--- WORK INSTRUCTION ---
The lines below should be written out again in full, exactly as they are.

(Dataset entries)
#####

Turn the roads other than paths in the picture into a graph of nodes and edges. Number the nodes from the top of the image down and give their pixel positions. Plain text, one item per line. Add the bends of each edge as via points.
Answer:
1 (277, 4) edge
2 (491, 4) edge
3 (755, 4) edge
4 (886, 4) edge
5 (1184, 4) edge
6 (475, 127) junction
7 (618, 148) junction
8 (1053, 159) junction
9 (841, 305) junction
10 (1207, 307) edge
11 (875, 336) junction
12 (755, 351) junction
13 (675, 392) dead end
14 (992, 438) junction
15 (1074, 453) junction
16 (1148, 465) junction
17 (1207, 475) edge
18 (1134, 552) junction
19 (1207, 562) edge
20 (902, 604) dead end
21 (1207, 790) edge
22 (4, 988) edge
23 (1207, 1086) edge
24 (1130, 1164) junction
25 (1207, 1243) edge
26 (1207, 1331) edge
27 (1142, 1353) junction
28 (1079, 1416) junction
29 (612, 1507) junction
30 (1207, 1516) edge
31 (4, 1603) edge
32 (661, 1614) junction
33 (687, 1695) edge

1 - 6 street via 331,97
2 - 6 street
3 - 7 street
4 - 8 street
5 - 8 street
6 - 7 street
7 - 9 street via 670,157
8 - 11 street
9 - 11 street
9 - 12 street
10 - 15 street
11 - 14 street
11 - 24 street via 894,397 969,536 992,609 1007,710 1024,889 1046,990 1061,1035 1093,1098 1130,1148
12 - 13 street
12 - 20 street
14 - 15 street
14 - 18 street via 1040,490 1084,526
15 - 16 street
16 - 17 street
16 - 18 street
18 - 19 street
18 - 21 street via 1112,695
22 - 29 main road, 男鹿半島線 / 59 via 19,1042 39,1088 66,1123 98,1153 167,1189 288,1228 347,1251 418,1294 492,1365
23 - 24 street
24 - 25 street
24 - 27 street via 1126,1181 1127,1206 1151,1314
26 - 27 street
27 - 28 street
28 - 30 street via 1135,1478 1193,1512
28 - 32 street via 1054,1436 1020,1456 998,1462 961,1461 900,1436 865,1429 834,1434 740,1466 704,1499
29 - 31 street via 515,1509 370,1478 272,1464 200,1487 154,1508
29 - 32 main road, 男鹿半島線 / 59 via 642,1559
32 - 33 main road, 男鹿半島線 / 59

#####

--- TASK ANSWER ---
Turn the roads other than paths in the picture into a graph of nodes and edges. Number the nodes from the top of the image down and give their pixel positions. Plain text, one item per line. Add the bends of each edge as via points.
Answer:
1 (277, 4) edge
2 (491, 4) edge
3 (755, 4) edge
4 (886, 4) edge
5 (1184, 4) edge
6 (475, 127) junction
7 (618, 148) junction
8 (1053, 159) junction
9 (841, 305) junction
10 (1207, 307) edge
11 (875, 336) junction
12 (755, 351) junction
13 (675, 392) dead end
14 (992, 438) junction
15 (1074, 453) junction
16 (1148, 465) junction
17 (1207, 475) edge
18 (1134, 552) junction
19 (1207, 562) edge
20 (902, 604) dead end
21 (1207, 790) edge
22 (4, 988) edge
23 (1207, 1086) edge
24 (1130, 1164) junction
25 (1207, 1243) edge
26 (1207, 1331) edge
27 (1142, 1353) junction
28 (1079, 1416) junction
29 (612, 1507) junction
30 (1207, 1516) edge
31 (4, 1603) edge
32 (661, 1614) junction
33 (687, 1695) edge

1 - 6 street via 331,97
2 - 6 street
3 - 7 street
4 - 8 street
5 - 8 street
6 - 7 street
7 - 9 street via 670,157
8 - 11 street
9 - 11 street
9 - 12 street
10 - 15 street
11 - 14 street
11 - 24 street via 894,397 969,536 992,609 1007,710 1024,889 1046,990 1061,1035 1093,1098 1130,1148
12 - 13 street
12 - 20 street
14 - 15 street
14 - 18 street via 1040,490 1084,526
15 - 16 street
16 - 17 street
16 - 18 street
18 - 19 street
18 - 21 street via 1112,695
22 - 29 main road, 男鹿半島線 / 59 via 19,1042 39,1088 66,1123 98,1153 167,1189 288,1228 347,1251 418,1294 492,1365
23 - 24 street
24 - 25 street
24 - 27 street via 1126,1181 1127,1206 1151,1314
26 - 27 street
27 - 28 street
28 - 30 street via 1135,1478 1193,1512
28 - 32 street via 1054,1436 1020,1456 998,1462 961,1461 900,1436 865,1429 834,1434 740,1466 704,1499
29 - 31 street via 515,1509 370,1478 272,1464 200,1487 154,1508
29 - 32 main road, 男鹿半島線 / 59 via 642,1559
32 - 33 main road, 男鹿半島線 / 59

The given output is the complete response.